Some such thought was in Rex’s mind, and he said, rather humbly, “I’m afraid I have been rather slow and half-hearted; but what can I do now?”

“I’m sure I don’t know, unless you write her a letter. George of Uxbridge! That’s just the checker!” Colin exclaimed, delighted with his bright idea. “Write and tell her what a laggard you have been. That will chirp her up a bit with her sick brother. Don’t put it off, but begin at once after lunch, which I think is ready now.”

Rex had not much appetite for lunch. The reprieve, which had been so welcome, bade fair not to last long. And then he didn’t know what to say. He had never written to a woman in his life except once to his laundress asking where a part of his washing had gone to and why she tore his shirts so badly. That had been easy to do, because he was indignant that his shirts were torn, and out of five pairs of socks, only one pair had been returned, and that was not his, or mated either. He could write to Bridget O’Hara about his socks and shirts, but writing to Irene was a different matter. Hers must be a love-letter, or the semblance of one, and he felt himself wholly inadequate to the task. Once he thought to consult Colin, but remembering the old man’s advice with regard to his lovemaking, he changed his mind and decided to try and see what he could do alone.

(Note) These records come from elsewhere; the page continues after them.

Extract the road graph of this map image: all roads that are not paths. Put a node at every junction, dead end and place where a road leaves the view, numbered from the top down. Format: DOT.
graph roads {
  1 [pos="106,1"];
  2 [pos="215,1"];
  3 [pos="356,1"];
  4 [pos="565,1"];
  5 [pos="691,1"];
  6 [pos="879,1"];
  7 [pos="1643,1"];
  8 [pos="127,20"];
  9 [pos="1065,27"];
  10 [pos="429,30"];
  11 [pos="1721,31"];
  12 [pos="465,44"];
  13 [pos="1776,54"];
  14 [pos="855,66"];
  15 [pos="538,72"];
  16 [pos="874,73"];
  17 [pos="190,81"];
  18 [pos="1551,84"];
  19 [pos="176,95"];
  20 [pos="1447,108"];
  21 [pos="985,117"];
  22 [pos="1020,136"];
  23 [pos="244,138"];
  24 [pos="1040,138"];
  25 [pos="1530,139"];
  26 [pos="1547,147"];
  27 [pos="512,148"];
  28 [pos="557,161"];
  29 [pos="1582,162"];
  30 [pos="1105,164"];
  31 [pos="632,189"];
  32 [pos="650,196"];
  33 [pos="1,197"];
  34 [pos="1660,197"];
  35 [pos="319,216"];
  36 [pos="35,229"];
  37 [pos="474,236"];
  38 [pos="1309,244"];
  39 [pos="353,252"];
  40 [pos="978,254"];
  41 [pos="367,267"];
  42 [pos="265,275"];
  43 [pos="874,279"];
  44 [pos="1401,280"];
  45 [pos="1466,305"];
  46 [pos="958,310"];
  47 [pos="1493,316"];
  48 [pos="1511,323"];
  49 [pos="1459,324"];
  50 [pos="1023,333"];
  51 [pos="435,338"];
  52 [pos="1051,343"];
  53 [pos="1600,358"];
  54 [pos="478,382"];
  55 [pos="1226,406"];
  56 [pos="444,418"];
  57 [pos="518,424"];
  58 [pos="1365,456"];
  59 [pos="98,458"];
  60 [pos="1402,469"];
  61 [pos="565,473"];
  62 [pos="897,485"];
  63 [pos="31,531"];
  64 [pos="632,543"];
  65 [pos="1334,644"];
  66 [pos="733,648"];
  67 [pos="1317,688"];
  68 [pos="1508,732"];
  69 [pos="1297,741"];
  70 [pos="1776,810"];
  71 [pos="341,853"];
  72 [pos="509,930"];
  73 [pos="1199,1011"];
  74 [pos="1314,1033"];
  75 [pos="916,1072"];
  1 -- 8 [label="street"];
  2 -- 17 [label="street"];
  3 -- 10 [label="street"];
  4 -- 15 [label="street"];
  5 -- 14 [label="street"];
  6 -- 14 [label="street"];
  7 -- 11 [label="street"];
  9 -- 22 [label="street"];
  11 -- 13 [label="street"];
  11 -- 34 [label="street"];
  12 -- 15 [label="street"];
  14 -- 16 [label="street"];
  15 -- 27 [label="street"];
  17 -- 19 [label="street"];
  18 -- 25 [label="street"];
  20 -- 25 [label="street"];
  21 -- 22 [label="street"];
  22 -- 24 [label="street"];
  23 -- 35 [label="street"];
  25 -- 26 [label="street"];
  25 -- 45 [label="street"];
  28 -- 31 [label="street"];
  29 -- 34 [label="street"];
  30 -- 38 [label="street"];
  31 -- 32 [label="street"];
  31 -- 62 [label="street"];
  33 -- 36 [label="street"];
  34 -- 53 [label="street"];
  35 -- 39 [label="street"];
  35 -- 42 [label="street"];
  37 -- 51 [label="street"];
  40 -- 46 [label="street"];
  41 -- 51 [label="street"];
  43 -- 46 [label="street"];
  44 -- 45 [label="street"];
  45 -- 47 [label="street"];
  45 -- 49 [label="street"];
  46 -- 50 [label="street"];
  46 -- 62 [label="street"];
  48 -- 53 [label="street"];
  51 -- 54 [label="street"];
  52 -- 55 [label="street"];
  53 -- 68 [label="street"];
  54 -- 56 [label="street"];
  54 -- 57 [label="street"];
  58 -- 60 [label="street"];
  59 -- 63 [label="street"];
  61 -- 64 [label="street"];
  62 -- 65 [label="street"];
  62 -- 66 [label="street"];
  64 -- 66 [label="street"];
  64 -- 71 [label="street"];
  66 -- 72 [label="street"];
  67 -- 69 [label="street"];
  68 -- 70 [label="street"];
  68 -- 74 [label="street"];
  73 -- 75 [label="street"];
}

“If Tom were only here to start me,” he thought, as he took up his pen and a sheet of dainty note paper with his monogram in the corner. It was very easy to write “Oakfield, Aug. ——” but what to say next was a puzzler. Finally he wrote: “My dear Irene,” and then stopped and stared at it, with a feeling that it was quite too familiar. He had never called her Irene, and he didn’t know as she was his “dear.” He must think about it. He liked her and he supposed she would be his wife, and in time very dear to him. But now “My dear” was a little too strong with Irene attached to it. Taking another sheet he began: “Miss Irene Burdick,” but that was quite too formal and this second sheet followed the first into the waste basket. He had only one left of that particular kind and could not afford to spoil that. So he practised on a less expensive sheet till he decided that “Dear Miss Burdick,” which meant nothing, as dear was a common mode of expression, would do, and began to write, sweating like rain, weighing every word, and feeling that the hardest work he had ever done was writing that letter, which in a way was intended as a proposal.

“Dear Miss Burdick,” he wrote, “I am very sorry for the illness of your brother, which necessitated your leaving so suddenly, just as I was about to speak of something I ought to have spoken of before, and should, but for my natural nervousness or shyness, or whatever you may choose to call it, together with a doubt as to what were your feelings on the subject. Believe me, Miss Burdick, I would not on any account try to persuade you to think favorably of the plan if your heart is not in it. I am aware that you are placed in a very delicate position, which I regret as much as you possibly can.”

Here Rex stopped suddenly, with a feeling that it would never do to say that he regretted the relation in which he stood to Irene. He had made a horrid blunder and used up his last sheet of fine note paper.

“Oh, for Tom, or somebody,” he groaned, and the somebody came in the person of Colin, who knocked at the door. “Oh, come in, come. I am glad to see you,” Rex said, changing his mind with regard to consulting Colin. “I am writing to Miss Burdick and have spoiled three sheets of my best note paper, and have told her she can not regret the peculiar relations in which we stand to each other more than I do. What do you think of that?”

“I think you are an imbecile, or crazy,” Colin said. “I could do better, and I never wrote a love-letter in my life.”